Due to modern miracles of medicines impacting longevity, we have an aging population who are likely to develop many of these symptoms. The Web is almost 25 years old and there is a whole generation of us, including millions of people with disabilities, who grew up with World Wide Web. Sir Tim Berner Lee, the inventor of the web, always envisioned a web that is truly for EVERYONE and is accessible to all and one that empowers all of us to achieve our dignity, rights and potential as humans. He also felt that it was very important to keep the balance between commercial and social needs of the web.
So where did we go wrong? How could we have such a big miss?
Web accessibility is an area that needs serious work by all of us. The laws like Section 508, American Disability Act, Section 255 and others are not very clear and are interpreted differently by companies. Government/Federal, Non-profit and University websites are more compliant than the commercial organizations because they have to be section 508 compliant in order to exist – basically they have no choice. Many people consider WCAG 2.0 standard by W3C very hard to implement and also very blind centric. Some of the commercial companies have begun becoming accessible but most have a long way to go. Lawsuits in the web accessibility space have increasingly become more prevalent. But in addition to legal concerns, the focus on user experience is equally important from accessibility perspective.
The ecosystem for web accessibility has developed in last decade but we are just not there yet. Today, you have screen readers like JAWS, NVDA and Apple voiceover to help out visually impaired people. Wordspace from Deque Systems can help you in auditing your website. Accessibility management tools like SSB Bart, Audioeye, Amaze Deque and IBM Browse Out Loud help in management aspects of web accessibility. According to web accessibility practitioners, eighty percent of the responsibility still lies with website operators even if you buy any of the assistive technologies or related tools. Website owners need to create environment that is more conducive to their content authors, developers, designers, testers, project managers as well as agencies.
Most of the online retailers are unaware about the number of disabled people visiting their website or the type of disability they have. Besides the impact to their conscience, they may be missing financial opportunities. People with disabilities have increasingly become very web savvy, and they love their smart devices like all of us. According to Webaim.org, iphones are more popular than Androids devices among people who describe themselves as disabled. If you are interested in more survey results then please go to http://webaim.org/projects/practitionersurvey/.
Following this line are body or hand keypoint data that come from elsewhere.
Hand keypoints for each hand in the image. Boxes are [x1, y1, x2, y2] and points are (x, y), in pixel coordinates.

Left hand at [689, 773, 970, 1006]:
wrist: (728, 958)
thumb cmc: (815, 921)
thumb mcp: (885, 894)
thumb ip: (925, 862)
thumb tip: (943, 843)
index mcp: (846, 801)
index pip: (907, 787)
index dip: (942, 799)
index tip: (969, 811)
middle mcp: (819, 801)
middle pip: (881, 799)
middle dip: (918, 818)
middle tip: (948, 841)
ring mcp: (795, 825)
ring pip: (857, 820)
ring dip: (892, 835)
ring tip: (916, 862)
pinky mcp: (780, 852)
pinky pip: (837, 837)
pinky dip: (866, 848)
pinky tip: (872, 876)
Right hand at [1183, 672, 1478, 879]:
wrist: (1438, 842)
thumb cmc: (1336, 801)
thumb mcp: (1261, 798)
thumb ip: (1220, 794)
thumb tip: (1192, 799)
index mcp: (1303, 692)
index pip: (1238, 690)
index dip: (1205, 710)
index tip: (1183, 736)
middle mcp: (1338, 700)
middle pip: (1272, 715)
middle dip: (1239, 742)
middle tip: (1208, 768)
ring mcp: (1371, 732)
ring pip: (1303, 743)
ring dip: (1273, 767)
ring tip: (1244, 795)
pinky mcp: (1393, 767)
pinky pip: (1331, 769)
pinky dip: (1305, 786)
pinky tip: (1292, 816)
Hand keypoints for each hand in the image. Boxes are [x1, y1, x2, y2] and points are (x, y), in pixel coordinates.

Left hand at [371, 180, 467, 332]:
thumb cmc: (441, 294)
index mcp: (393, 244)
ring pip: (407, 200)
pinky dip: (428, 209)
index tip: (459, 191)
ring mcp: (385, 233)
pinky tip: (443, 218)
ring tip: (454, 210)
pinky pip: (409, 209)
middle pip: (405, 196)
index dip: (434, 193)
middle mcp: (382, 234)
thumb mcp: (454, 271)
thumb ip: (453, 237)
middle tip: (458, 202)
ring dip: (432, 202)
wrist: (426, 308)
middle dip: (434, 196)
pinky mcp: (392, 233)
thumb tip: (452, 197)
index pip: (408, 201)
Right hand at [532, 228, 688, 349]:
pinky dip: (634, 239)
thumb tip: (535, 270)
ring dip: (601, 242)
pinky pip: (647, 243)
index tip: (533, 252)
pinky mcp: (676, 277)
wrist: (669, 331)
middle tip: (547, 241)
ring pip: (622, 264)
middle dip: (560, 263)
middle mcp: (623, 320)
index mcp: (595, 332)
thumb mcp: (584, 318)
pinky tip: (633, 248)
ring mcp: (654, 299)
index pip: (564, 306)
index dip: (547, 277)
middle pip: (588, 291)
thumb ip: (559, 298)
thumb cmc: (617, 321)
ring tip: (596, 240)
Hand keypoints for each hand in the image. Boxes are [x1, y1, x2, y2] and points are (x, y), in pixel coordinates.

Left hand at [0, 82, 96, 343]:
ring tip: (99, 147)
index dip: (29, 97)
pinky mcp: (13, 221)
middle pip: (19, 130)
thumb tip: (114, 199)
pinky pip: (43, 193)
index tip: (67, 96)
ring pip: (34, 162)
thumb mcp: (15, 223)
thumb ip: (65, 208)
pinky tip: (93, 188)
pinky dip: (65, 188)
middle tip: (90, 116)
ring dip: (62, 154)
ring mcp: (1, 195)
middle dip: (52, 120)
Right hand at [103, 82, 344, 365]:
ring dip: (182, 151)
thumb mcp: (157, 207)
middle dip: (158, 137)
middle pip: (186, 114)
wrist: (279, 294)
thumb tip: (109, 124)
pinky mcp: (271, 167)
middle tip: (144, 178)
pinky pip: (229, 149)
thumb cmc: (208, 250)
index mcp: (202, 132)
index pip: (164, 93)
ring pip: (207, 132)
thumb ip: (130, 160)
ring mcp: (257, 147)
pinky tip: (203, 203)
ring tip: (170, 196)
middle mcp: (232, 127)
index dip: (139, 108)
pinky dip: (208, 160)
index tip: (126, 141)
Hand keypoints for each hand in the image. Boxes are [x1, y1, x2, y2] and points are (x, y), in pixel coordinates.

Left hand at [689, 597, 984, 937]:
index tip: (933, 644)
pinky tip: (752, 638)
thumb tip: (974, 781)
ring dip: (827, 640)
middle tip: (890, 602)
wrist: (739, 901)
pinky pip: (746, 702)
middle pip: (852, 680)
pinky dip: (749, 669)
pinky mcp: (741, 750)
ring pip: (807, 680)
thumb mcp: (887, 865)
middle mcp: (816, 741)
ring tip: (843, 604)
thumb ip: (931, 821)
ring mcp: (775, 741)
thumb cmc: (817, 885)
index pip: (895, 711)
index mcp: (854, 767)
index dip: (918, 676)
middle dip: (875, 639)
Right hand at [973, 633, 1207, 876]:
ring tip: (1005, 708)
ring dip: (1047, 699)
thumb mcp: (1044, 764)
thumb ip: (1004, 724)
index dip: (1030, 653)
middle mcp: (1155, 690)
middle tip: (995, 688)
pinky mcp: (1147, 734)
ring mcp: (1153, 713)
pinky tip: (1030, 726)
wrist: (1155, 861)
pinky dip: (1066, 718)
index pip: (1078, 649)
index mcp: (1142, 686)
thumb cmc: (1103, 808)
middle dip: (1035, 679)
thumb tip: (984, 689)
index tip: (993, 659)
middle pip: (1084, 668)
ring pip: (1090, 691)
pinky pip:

Companies like Apple, Google, Amazon, IBM and Salesforce.com have taken web accessibility very seriously and are ahead of the curve than others. BBC is considered a gold standard in the web accessibility area. IBM has even appointed a Chief Accessibility Officer recently. Over the last few years, AT&T increased focus in the web accessibility and are leading in the telecom space. Target, after settling an accessibility lawsuit, has the most interesting turnaround in this area. They have ramped up their team and are very proud of what they have achieved so far. In the end, it is not that hard and like any successful initiative in any organization, it needs executive sponsorship and commitment at all levels.
If you are an online retailer then the first step is to recognize your shortcomings in this area and make a very serious and focused effort to fix web accessibility. Enabling accessibility on your website is not about building a feature but is more about right processes, culture, training, tools and discipline.
To be successful, you will need to build a team and culture to embrace accessibility. You will have to increase awareness and do training to make it part of your processes. Automation is key to accessibility so you will have to start thinking in terms of accessible components and issue automatic test failures where possible.
Winston Churchill, rightly said, "We make a living by what we get, but we make a life by what we give.”